> [EXTRACTED RECORDS]:
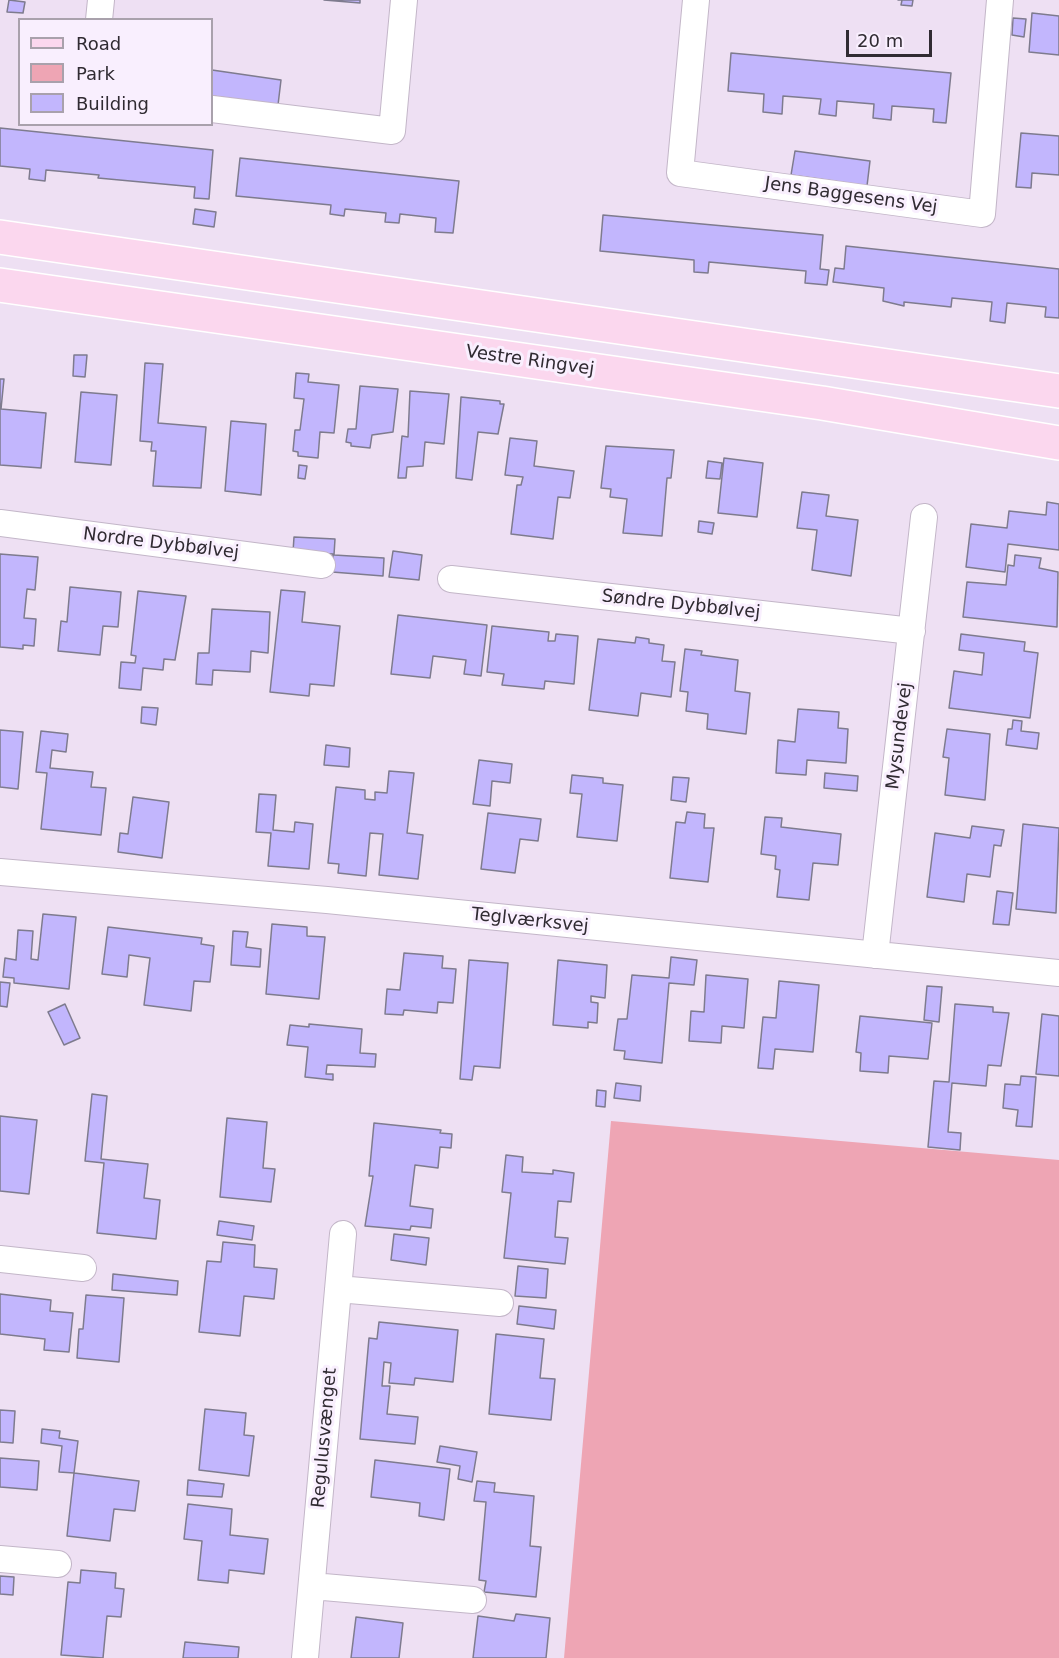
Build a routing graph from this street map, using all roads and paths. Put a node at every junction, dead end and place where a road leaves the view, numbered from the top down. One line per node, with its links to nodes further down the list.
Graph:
1 (101, 0): 5 (street)
2 (404, 0): 6 (street)
3 (696, 0): 4 (street, Jens Baggesens Vej)
4 (1000, 0)
5 (99, 18)
6 (213, 109)
7 (0, 237): 9 (main road)
8 (0, 285): 10 (main road, Vestre Ringvej)
9 (1059, 391)
10 (1059, 443)
11 (924, 517): 15 (street, Mysundevej)
12 (0, 523): 13 (street, Nordre Dybbølvej)
13 (322, 565)
14 (451, 579): 15 (street, Søndre Dybbølvej)
15 (912, 630): 17 (street, Mysundevej)
16 (0, 872): 17 (street, Teglværksvej)
17 (874, 955): 18 (street, Teglværksvej)
18 (1059, 973)
19 (344, 1234): 22 (street, Regulusvænget)
20 (0, 1259): 21 (street)
21 (83, 1268)
22 (338, 1289): 23 (street); 26 (street, Regulusvænget)
23 (500, 1303)
24 (0, 1559): 25 (street)
25 (58, 1564)
26 (312, 1586): 27 (street); 28 (street, Regulusvænget)
27 (472, 1600)
28 (305, 1658)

> [WORK ITEM]:
Take the preceding listing and transcribe it exactly, skipping the pictures.

> [TASK RESULT]:
Build a routing graph from this street map, using all roads and paths. Put a node at every junction, dead end and place where a road leaves the view, numbered from the top down. One line per node, with its links to nodes further down the list.
Graph:
1 (101, 0): 5 (street)
2 (404, 0): 6 (street)
3 (696, 0): 4 (street, Jens Baggesens Vej)
4 (1000, 0)
5 (99, 18)
6 (213, 109)
7 (0, 237): 9 (main road)
8 (0, 285): 10 (main road, Vestre Ringvej)
9 (1059, 391)
10 (1059, 443)
11 (924, 517): 15 (street, Mysundevej)
12 (0, 523): 13 (street, Nordre Dybbølvej)
13 (322, 565)
14 (451, 579): 15 (street, Søndre Dybbølvej)
15 (912, 630): 17 (street, Mysundevej)
16 (0, 872): 17 (street, Teglværksvej)
17 (874, 955): 18 (street, Teglværksvej)
18 (1059, 973)
19 (344, 1234): 22 (street, Regulusvænget)
20 (0, 1259): 21 (street)
21 (83, 1268)
22 (338, 1289): 23 (street); 26 (street, Regulusvænget)
23 (500, 1303)
24 (0, 1559): 25 (street)
25 (58, 1564)
26 (312, 1586): 27 (street); 28 (street, Regulusvænget)
27 (472, 1600)
28 (305, 1658)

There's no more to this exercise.